● **How to complete this task**: Look through the material below and copy every line containing the word "edge".

● **Record extracts**:
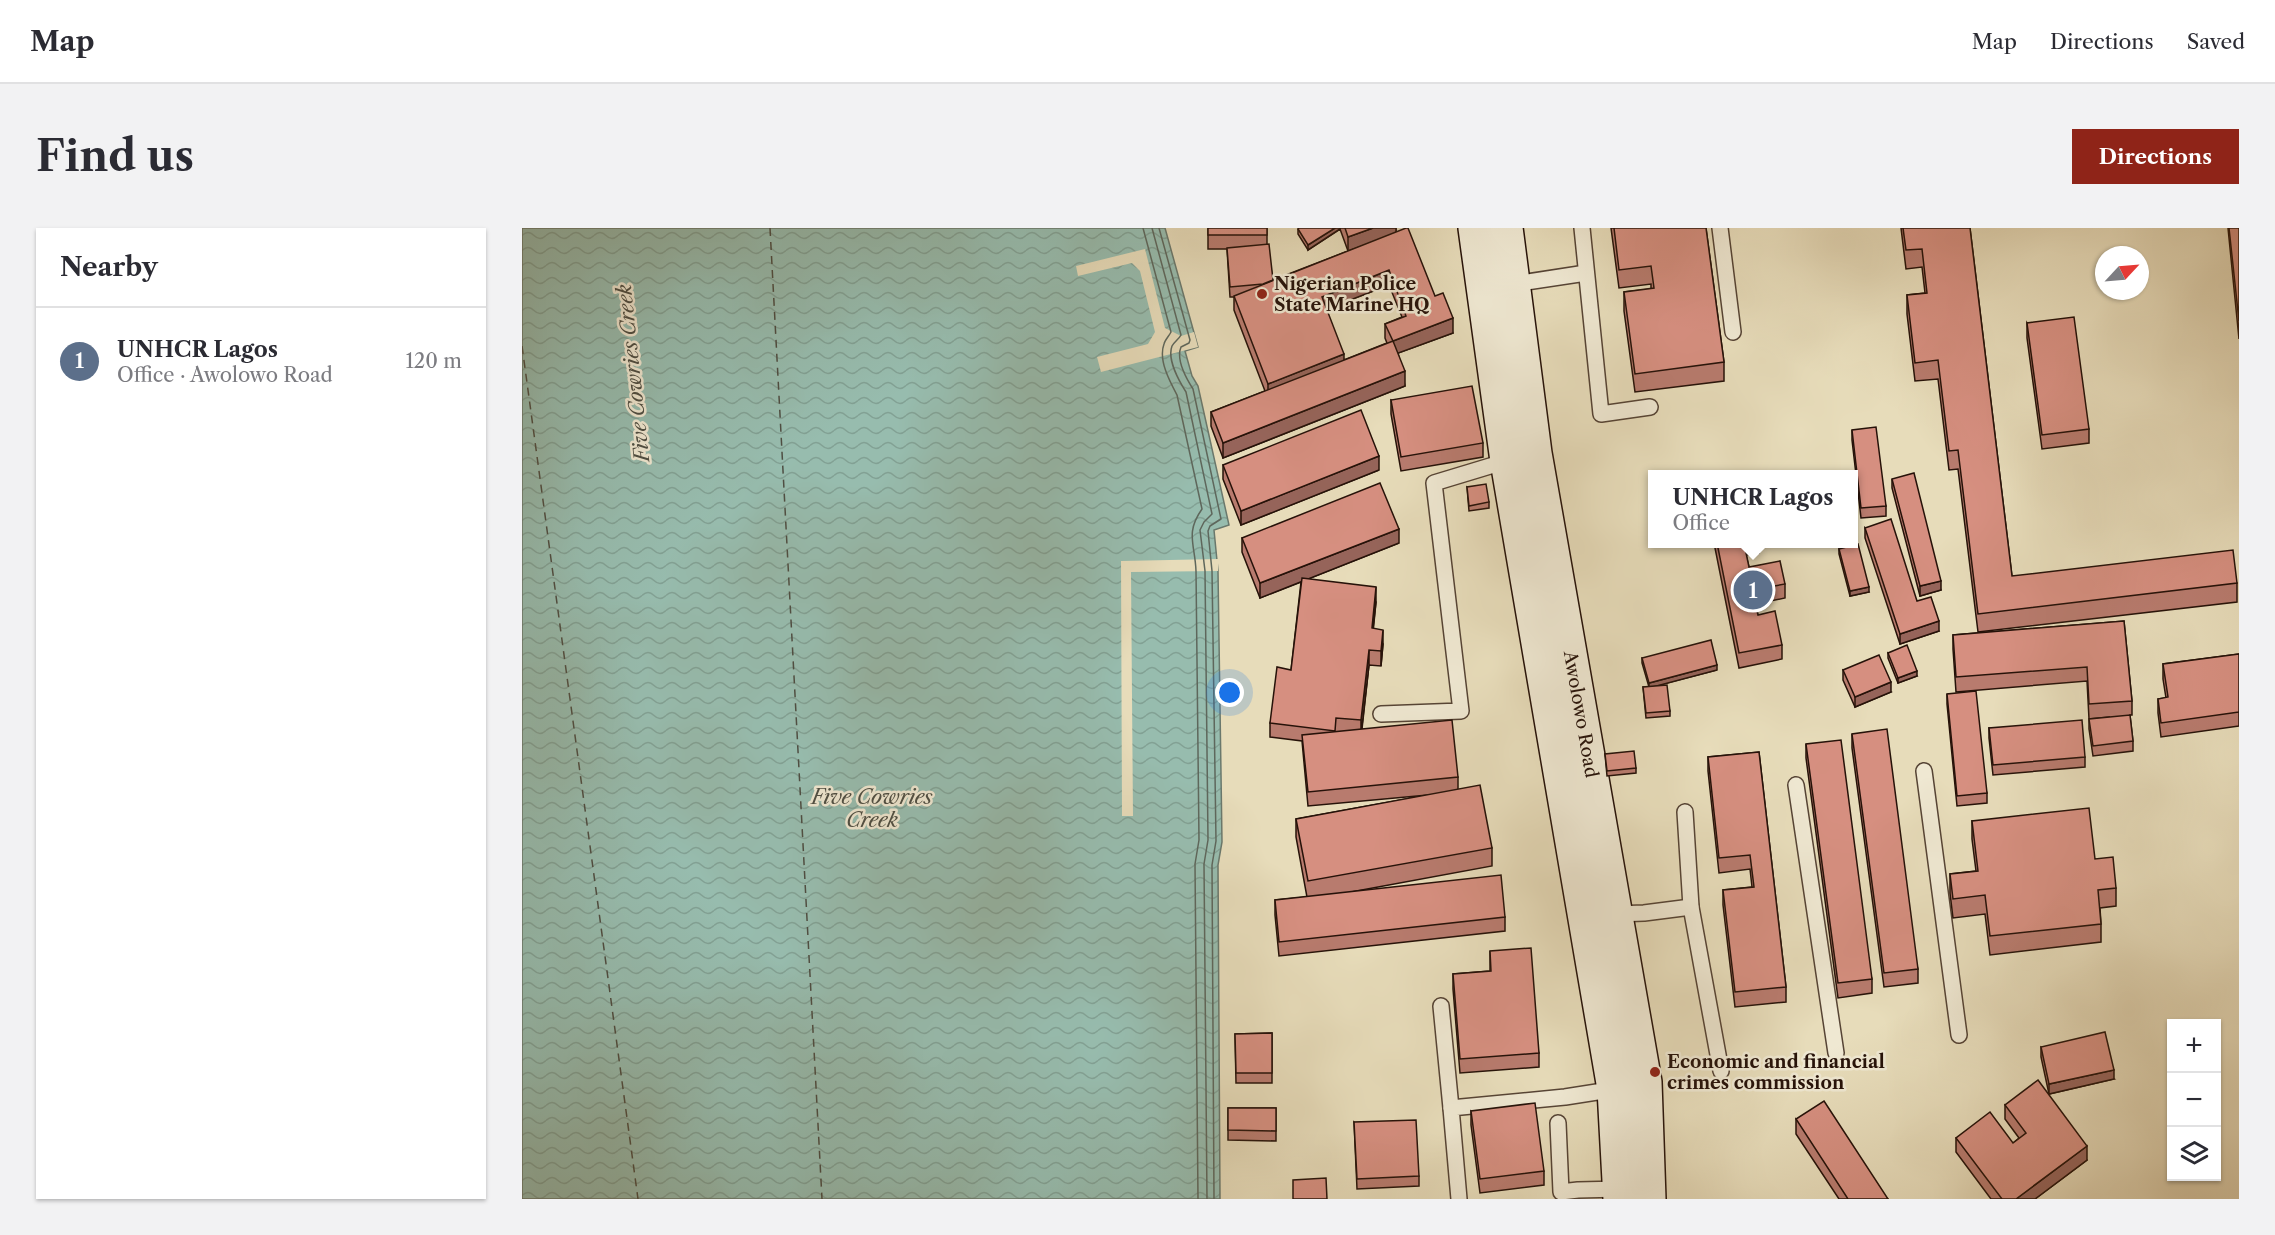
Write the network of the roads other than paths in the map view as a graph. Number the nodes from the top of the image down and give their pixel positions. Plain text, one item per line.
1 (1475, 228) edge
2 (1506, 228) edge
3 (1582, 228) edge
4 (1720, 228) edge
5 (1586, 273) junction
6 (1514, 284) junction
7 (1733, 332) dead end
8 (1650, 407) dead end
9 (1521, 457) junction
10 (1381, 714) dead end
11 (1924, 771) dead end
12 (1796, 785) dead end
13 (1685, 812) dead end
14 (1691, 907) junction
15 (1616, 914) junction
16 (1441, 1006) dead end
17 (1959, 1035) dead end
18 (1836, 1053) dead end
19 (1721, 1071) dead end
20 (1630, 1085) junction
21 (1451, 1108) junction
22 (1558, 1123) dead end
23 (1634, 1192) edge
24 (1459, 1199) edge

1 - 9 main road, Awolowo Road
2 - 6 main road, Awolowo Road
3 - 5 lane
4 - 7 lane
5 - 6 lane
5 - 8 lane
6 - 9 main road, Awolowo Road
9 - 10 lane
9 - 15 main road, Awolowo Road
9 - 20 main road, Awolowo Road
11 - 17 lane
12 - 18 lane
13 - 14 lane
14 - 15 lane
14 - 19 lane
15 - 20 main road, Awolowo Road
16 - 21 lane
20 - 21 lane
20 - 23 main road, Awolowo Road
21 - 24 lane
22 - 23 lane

● **Completed exercise**:
1 (1475, 228) edge
2 (1506, 228) edge
3 (1582, 228) edge
4 (1720, 228) edge
23 (1634, 1192) edge
24 (1459, 1199) edge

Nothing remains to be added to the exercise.